YOUR GOAL: Scan the records for "edge" and copy each line that contains it.

MATERIAL FOR THIS EXERCISE:

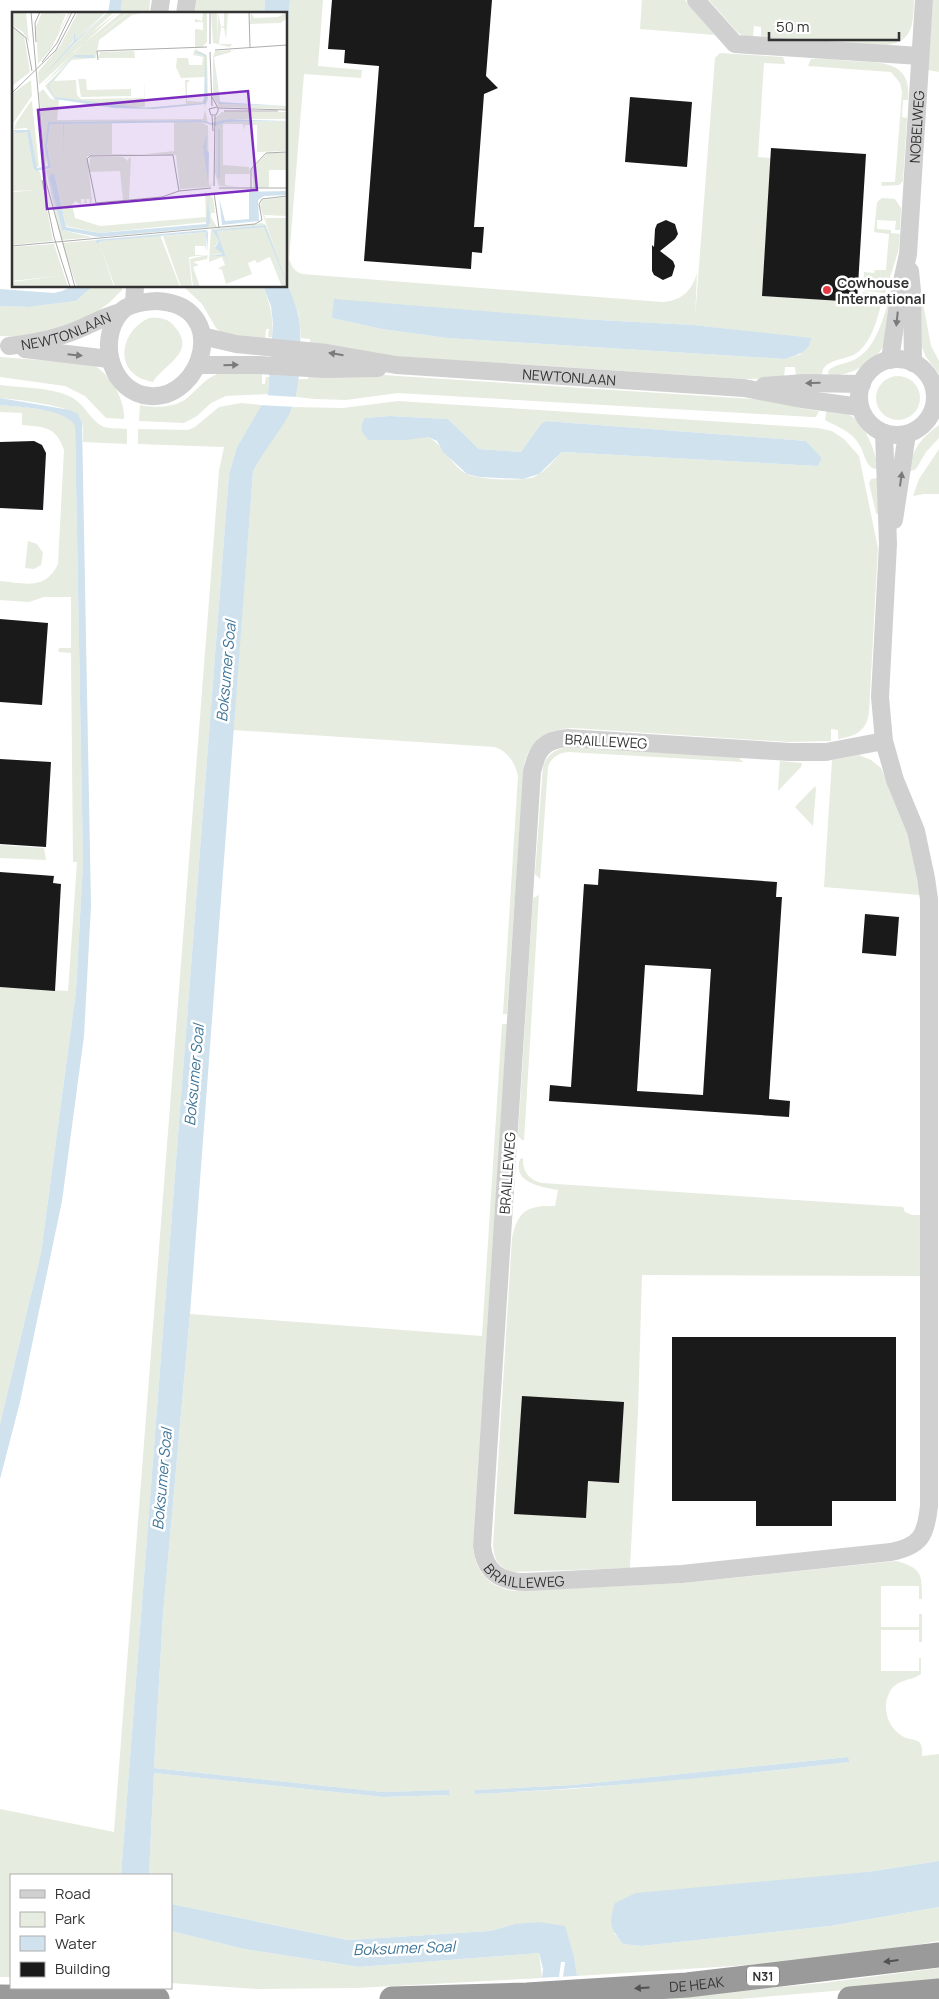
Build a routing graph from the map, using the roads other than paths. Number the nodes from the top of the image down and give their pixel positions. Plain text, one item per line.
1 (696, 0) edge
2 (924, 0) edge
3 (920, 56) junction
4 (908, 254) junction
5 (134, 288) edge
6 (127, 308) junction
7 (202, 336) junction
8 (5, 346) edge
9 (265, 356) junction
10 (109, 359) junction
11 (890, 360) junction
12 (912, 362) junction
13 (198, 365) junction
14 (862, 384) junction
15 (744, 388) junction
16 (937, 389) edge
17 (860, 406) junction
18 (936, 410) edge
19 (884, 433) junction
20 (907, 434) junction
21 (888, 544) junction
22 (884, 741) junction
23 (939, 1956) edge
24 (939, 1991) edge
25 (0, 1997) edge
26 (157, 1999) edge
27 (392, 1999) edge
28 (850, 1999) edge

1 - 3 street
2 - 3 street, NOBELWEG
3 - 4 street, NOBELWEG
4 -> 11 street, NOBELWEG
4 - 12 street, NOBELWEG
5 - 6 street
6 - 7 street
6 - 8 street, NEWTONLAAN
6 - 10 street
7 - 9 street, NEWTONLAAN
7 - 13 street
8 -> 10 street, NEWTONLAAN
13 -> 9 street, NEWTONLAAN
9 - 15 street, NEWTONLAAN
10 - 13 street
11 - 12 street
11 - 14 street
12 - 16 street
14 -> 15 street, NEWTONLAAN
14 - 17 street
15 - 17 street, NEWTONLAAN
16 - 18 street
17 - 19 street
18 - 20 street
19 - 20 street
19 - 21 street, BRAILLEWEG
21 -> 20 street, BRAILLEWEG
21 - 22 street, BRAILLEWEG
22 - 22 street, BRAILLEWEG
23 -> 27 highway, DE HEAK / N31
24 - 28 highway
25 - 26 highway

...

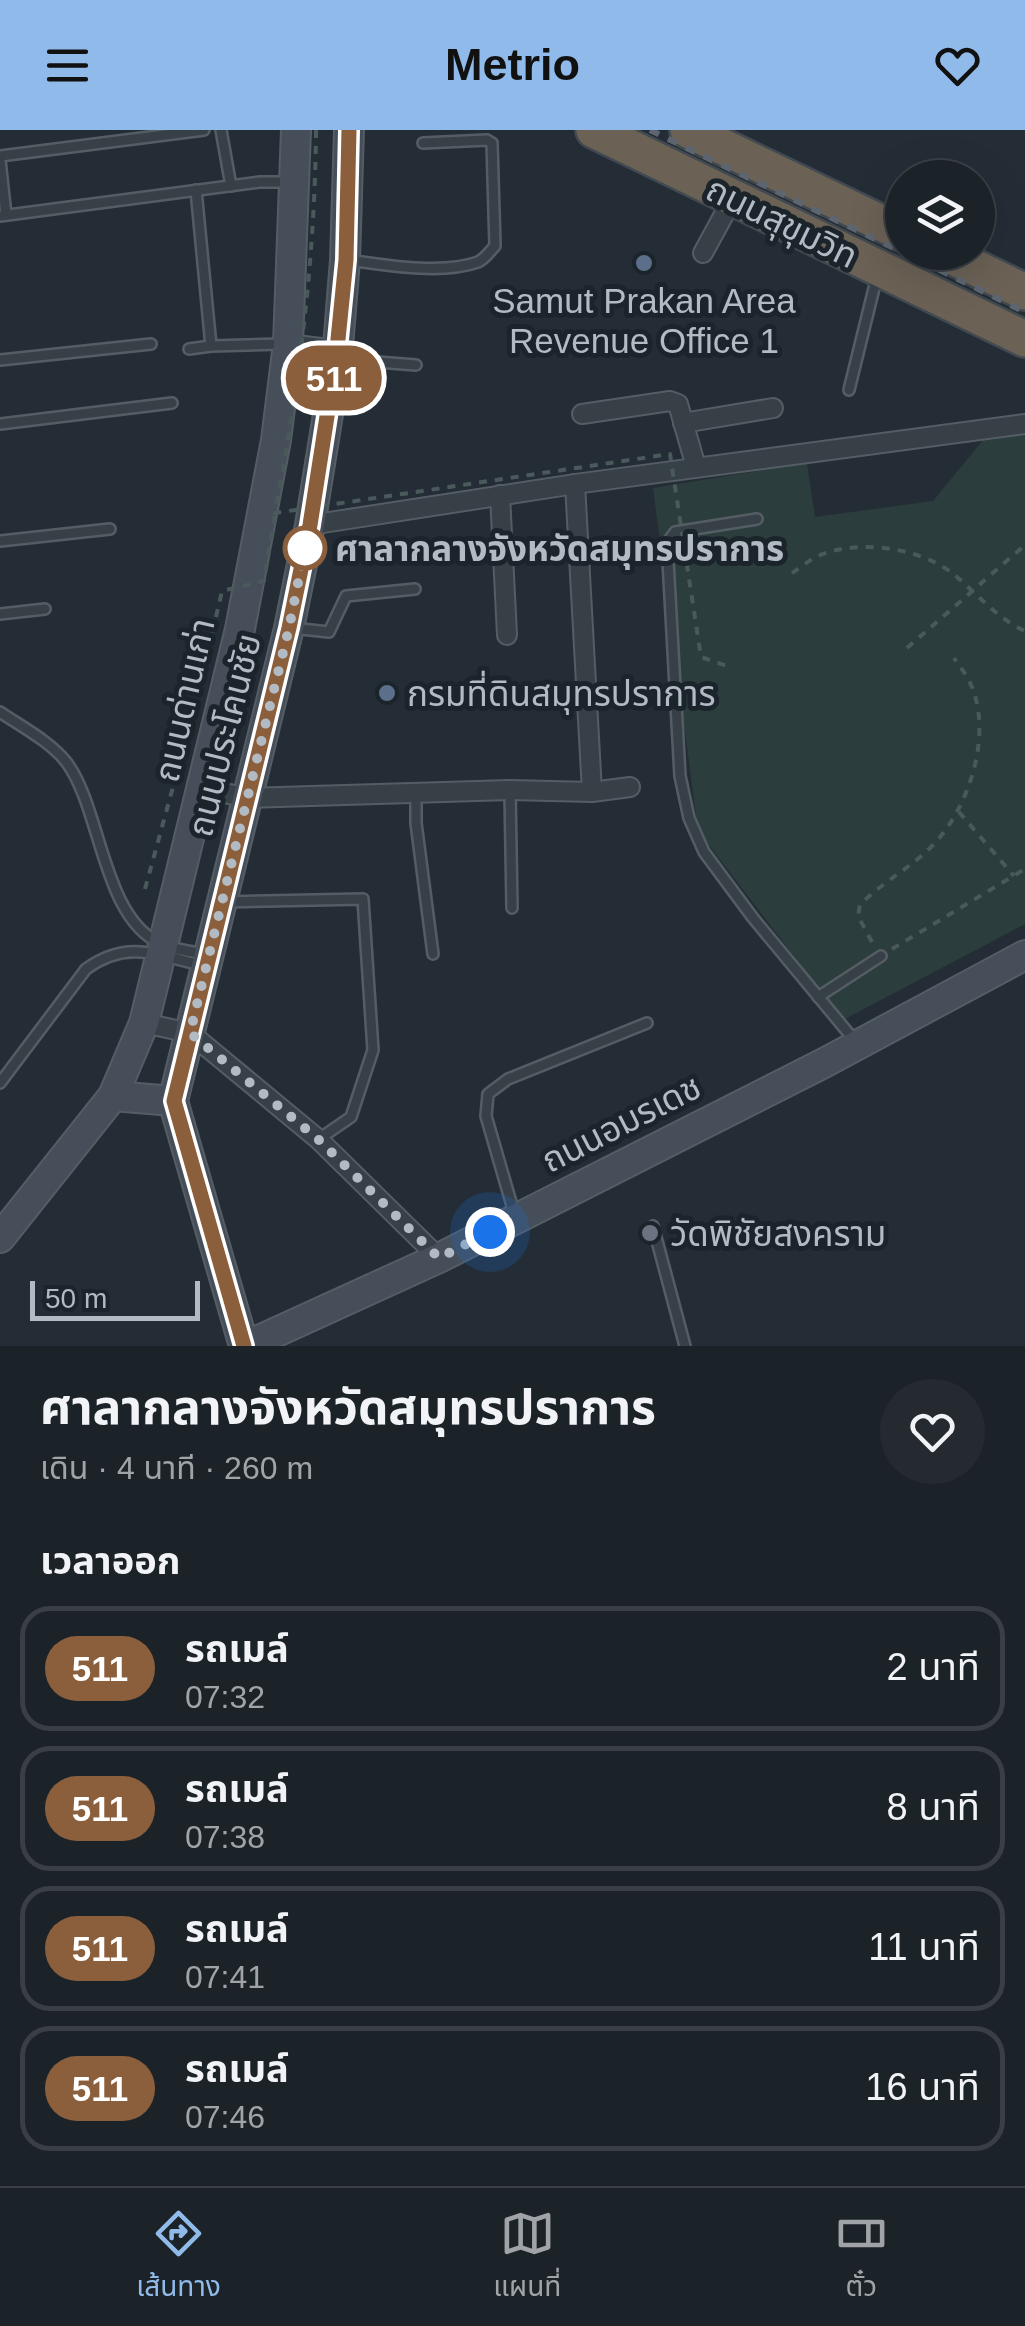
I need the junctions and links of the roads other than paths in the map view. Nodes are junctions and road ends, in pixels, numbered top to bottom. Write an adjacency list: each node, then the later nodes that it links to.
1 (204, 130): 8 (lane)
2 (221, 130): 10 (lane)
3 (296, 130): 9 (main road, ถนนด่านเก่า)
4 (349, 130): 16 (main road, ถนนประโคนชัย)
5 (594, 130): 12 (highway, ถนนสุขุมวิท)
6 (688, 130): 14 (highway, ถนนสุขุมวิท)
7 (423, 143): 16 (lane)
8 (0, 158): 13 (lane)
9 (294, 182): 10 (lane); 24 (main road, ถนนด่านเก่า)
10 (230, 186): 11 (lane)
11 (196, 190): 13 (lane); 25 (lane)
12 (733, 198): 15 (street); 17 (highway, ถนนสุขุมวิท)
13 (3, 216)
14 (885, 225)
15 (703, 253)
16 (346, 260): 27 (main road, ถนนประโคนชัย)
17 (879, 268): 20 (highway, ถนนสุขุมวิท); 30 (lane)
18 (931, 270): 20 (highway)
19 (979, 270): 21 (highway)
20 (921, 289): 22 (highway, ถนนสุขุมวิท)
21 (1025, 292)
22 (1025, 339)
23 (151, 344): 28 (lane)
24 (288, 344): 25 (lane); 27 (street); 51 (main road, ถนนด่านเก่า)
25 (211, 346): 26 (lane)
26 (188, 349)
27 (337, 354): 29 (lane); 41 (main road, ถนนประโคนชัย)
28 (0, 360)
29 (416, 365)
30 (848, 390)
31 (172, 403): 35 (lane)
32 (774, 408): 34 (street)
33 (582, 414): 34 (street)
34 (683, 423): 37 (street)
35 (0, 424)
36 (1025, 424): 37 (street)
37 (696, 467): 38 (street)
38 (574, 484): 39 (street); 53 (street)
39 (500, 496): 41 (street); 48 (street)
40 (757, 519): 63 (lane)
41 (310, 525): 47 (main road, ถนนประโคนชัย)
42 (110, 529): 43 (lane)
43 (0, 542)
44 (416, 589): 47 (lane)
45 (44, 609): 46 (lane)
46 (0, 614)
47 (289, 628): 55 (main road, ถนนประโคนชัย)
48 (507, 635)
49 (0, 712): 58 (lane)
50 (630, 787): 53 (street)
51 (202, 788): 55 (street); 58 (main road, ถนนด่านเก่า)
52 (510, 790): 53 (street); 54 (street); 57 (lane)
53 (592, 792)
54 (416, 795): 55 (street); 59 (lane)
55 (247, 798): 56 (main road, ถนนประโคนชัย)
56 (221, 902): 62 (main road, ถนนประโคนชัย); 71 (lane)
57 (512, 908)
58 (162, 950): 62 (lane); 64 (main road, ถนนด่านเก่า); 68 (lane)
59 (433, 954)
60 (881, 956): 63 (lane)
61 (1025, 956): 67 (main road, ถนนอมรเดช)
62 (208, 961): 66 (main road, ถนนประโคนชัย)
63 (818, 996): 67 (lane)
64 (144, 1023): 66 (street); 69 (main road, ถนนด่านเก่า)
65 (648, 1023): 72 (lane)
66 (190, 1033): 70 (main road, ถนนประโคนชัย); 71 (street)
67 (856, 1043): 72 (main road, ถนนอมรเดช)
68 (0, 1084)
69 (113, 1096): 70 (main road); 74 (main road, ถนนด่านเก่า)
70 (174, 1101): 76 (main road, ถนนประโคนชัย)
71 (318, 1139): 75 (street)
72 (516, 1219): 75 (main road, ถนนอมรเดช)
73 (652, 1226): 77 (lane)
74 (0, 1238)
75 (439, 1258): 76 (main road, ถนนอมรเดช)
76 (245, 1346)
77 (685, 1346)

FINISHED EXERCISE:
1 (696, 0) edge
2 (924, 0) edge
5 (134, 288) edge
8 (5, 346) edge
16 (937, 389) edge
18 (936, 410) edge
23 (939, 1956) edge
24 (939, 1991) edge
25 (0, 1997) edge
26 (157, 1999) edge
27 (392, 1999) edge
28 (850, 1999) edge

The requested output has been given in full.